You know you’ve said it, or at least have thought about saying it.
Go ahead: Say it with me….
Today Was That Day
I didn’t feel overly splendid heading into today’s training session. I mean, I didn’t feel like a got run over by a Mack truck or anything…
…but I didn’t feel awesome either.
I just kinda felt “meh.”
Maybe a little closer to the Mack truck end of the spectrum, though. A small, teeny-tiny part of my soul was like “fuck it, Tony. Stay in and binge watch all the latest episodes of Catfish on Hulu.”
But I did that yesterday (on a non-training day).
Today, however, as I was walking to the gym I knew I had to suck it up and muster some gusto. I reminded myself of something – something I “borrowed” from strength coach Paul Carter – that I routinely say to my clients whenever they show up not feeling up to the task.
“10% of the time you’re going to show up to the gym feeling like a bag of dicks. 10% of the time you’re going to show up to the gym feeling like a rockstar. 80% of the time you’re going to show up feeling like meh.”
It’s those 80% workouts that matter most. You simply show up, do the work, and leave. That’s where (or how) you make the most progress over time”
My coach, Greg Robins (of The Strength House), has me incorporating more of an RPE (Rate of Perceived Exertion) style of training in my most recent block of programming.
NOTE: For those unfamiliar with RPE, HERE‘s a great place to start.
It’s a great way to utilize auto-regulation and takes into account daily/weekly fluctuations in energy and the aforementioned gusto. It still encourages you to work hard, but within the confines of how you feel that particular day.
Anyway, as of late Thursday is deadlift day for me.
Over the course of this past summer I did a fair amount of travel for work, which threw a bit of a monkey-wrench into things. I was still able to train, but I’d be lying if I said wasn’t just going through the motions.
The past few weeks, however, have been awesome.

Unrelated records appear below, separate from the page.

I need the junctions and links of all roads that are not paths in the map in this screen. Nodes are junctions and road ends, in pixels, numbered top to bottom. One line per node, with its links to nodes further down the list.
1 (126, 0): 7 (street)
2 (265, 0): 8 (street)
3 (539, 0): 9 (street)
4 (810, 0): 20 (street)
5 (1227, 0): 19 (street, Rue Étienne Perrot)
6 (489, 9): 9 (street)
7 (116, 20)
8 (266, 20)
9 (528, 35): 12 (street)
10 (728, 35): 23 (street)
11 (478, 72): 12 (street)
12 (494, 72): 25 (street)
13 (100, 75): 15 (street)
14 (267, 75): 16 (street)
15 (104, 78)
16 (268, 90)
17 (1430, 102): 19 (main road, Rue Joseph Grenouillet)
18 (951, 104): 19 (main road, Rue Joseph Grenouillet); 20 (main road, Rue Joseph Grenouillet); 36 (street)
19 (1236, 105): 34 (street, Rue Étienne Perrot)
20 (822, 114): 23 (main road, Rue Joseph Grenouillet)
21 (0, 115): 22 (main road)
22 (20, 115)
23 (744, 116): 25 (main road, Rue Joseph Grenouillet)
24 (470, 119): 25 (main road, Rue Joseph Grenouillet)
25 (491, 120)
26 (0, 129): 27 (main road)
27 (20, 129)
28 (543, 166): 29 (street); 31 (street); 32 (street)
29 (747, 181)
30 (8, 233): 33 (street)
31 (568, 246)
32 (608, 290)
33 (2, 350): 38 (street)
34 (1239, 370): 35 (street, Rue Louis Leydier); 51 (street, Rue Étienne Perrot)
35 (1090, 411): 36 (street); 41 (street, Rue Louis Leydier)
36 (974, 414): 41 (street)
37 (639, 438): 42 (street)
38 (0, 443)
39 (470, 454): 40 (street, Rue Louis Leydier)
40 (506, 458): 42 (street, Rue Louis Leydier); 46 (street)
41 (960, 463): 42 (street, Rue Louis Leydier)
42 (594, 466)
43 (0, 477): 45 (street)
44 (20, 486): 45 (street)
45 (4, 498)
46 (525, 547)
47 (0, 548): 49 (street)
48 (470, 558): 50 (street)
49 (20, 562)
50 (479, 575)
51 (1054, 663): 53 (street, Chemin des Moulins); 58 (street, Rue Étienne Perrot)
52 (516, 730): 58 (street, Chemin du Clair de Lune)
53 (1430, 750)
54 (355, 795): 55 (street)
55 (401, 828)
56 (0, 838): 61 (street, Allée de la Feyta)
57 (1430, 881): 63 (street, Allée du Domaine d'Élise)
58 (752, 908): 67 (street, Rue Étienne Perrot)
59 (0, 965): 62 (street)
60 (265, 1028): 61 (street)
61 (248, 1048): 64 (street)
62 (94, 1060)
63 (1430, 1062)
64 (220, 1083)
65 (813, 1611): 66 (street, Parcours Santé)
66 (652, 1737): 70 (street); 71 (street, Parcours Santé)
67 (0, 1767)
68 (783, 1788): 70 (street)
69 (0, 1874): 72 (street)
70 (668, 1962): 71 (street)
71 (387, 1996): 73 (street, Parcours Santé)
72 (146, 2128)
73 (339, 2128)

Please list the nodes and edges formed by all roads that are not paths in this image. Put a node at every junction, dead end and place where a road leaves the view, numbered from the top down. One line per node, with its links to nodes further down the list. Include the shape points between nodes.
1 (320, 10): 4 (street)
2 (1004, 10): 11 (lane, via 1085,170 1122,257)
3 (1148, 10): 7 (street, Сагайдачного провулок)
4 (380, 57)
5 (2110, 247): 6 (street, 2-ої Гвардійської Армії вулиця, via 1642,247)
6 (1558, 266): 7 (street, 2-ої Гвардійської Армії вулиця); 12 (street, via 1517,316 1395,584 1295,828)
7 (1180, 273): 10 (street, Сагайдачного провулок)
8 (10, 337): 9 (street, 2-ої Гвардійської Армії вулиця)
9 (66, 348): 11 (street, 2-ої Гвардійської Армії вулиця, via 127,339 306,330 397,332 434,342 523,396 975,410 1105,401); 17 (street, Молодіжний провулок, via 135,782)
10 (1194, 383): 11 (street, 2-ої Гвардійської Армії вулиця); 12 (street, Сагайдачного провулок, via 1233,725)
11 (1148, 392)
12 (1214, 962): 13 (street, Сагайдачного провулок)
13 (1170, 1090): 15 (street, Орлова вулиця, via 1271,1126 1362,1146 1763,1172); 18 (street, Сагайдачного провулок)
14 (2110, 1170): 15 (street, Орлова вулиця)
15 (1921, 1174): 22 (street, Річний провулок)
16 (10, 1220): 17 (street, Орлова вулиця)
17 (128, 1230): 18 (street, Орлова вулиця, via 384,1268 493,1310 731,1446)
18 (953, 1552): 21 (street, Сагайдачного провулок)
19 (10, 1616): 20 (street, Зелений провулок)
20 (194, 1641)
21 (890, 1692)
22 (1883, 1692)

My travel has been limited and I’ve been able to place a bit more priority on my workouts.
Both my deadlift (and squat) have been inching back up to respectable territory (for me) and it feels great. Last week, for example, I hit 535×3 for my top set of deadlifts.
Heading into today’s workout, needless to say, I was a bit skeptical if I was going to be able to match that effort.
My first set at 500×3 wasn’t as speedy as I would have liked.
Maybe I should stay put?
Maybe I should listen to some Norah Jones and cuddle?
Then I just said “FUCK IT” and I slapped on another 45 lbs.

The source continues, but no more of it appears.